During the Nazi occupation of Belgium, the mail played an essential role in my family’s life. Letters were practically the only means for members of my family who were living in hiding to keep in touch with each other. The receipt of a letter signified the writer was safe, at least at the time it was mailed or handed over to a non-Jewish person for mailing.
I was still too young to have learned how to read and write, but my sister, Rosi, and brother, Mani, my elders by nine and eight years respectively, corresponded with our parents and other relatives also living in hiding in Belgium. Fortunately, many of their letters have been preserved in my family. Most were written in French although a smaller number are in either Flemish or German. Recently, at the request of some of the post-World War II generation of our family, Mani and I have translated the ones in French into English so that they can read them. Until then, I had only skimmed some of them. It turns out they contain a great deal of information about my family during that period. They also elicit new questions for which there are no answers because the letter-writers are no longer alive—some murdered during the war, others having died subsequently.
Before the war, we lived in Berlin where my parents had emigrated from Poland following World War I. My mother’s brother Abram Horowicz, his wife Gutsha, and their two children lived around the corner from us. Their son, Manfred, was Rosi’s age and their daughter Lotti (a nickname for Charlotte) was two years younger. Manfred and Mani, born a year apart, became best friends. The two families were very close.
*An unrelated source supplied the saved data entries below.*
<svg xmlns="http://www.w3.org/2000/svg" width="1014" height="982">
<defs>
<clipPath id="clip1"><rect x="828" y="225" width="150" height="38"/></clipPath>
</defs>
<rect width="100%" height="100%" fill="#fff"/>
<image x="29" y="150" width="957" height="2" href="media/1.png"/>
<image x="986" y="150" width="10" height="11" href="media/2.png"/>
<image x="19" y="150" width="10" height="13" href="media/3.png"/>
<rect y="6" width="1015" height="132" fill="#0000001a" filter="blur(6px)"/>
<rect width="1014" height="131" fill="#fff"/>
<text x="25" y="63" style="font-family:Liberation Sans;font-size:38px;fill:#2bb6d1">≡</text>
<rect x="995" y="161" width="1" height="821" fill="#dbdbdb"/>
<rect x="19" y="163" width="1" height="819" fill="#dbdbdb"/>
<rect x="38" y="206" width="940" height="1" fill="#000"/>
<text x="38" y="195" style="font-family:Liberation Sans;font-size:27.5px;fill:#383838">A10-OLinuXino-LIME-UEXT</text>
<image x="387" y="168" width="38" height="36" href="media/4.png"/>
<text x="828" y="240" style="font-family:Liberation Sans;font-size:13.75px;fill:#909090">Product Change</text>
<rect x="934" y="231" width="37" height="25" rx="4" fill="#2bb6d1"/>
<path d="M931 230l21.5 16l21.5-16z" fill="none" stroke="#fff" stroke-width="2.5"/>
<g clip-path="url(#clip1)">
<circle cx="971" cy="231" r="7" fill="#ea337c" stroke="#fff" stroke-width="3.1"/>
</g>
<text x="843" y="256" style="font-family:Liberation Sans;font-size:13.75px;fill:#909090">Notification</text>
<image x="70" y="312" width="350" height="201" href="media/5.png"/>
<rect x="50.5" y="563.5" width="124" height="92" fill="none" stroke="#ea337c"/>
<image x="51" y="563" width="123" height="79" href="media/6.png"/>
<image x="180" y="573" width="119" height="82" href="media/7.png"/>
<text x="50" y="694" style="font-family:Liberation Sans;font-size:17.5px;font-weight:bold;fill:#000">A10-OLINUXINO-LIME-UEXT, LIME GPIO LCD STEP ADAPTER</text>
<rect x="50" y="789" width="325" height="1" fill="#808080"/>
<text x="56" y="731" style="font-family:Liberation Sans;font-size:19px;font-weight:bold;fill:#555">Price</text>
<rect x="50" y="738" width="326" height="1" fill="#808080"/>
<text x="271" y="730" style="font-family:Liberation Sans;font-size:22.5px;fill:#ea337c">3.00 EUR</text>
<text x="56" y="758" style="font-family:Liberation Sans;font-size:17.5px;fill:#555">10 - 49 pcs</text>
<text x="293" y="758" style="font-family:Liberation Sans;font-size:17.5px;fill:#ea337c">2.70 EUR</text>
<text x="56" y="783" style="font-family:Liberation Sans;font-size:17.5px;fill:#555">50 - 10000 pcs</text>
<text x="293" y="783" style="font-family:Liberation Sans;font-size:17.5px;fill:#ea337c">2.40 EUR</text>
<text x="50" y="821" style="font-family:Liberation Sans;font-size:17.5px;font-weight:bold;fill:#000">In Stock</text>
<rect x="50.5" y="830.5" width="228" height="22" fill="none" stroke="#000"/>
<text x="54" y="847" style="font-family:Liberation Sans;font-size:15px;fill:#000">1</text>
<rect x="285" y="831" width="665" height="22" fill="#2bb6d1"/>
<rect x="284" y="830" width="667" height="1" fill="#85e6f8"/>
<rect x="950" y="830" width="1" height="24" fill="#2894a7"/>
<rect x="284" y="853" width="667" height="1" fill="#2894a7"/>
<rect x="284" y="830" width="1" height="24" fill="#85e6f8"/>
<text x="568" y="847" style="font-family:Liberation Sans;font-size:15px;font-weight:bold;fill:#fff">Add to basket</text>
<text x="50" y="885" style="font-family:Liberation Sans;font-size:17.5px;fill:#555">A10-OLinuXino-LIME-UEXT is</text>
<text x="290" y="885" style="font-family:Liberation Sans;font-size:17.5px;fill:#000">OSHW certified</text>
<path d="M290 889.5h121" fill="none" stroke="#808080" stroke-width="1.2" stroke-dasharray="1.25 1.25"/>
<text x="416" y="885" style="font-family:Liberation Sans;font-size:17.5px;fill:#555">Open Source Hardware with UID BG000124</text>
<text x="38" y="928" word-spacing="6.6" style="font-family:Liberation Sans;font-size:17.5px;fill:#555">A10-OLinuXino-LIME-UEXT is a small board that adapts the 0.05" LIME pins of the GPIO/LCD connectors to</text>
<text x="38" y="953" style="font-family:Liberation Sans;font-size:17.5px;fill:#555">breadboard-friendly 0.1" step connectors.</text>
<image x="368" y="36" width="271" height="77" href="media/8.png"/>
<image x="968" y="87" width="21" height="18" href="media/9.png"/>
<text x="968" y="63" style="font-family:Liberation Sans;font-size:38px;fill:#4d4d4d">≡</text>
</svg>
The two families left Germany separately and crossed the border illegally into Belgium before that country was invaded by Germany in May 1940. The Belgian authorities allowed us to stay in the country along with thousands of other Jewish refugees from Germany and Austria. By then, the latter had been annexed into the Third Reich.
In September 1942, when the German occupiers started rounding up and deporting entire Jewish families, we went into hiding. Manfred and Mani wrote to each other. Both were moved around to different locations by an underground organization in search of safer hiding places. For a while, Manfred, aged 16, and Mani, aged 15, were hiding in the same home for convalescent boys in the countryside. They were unexpectedly forced to leave this location when German troops moved in looking for Belgian resistance fighters operating in that area.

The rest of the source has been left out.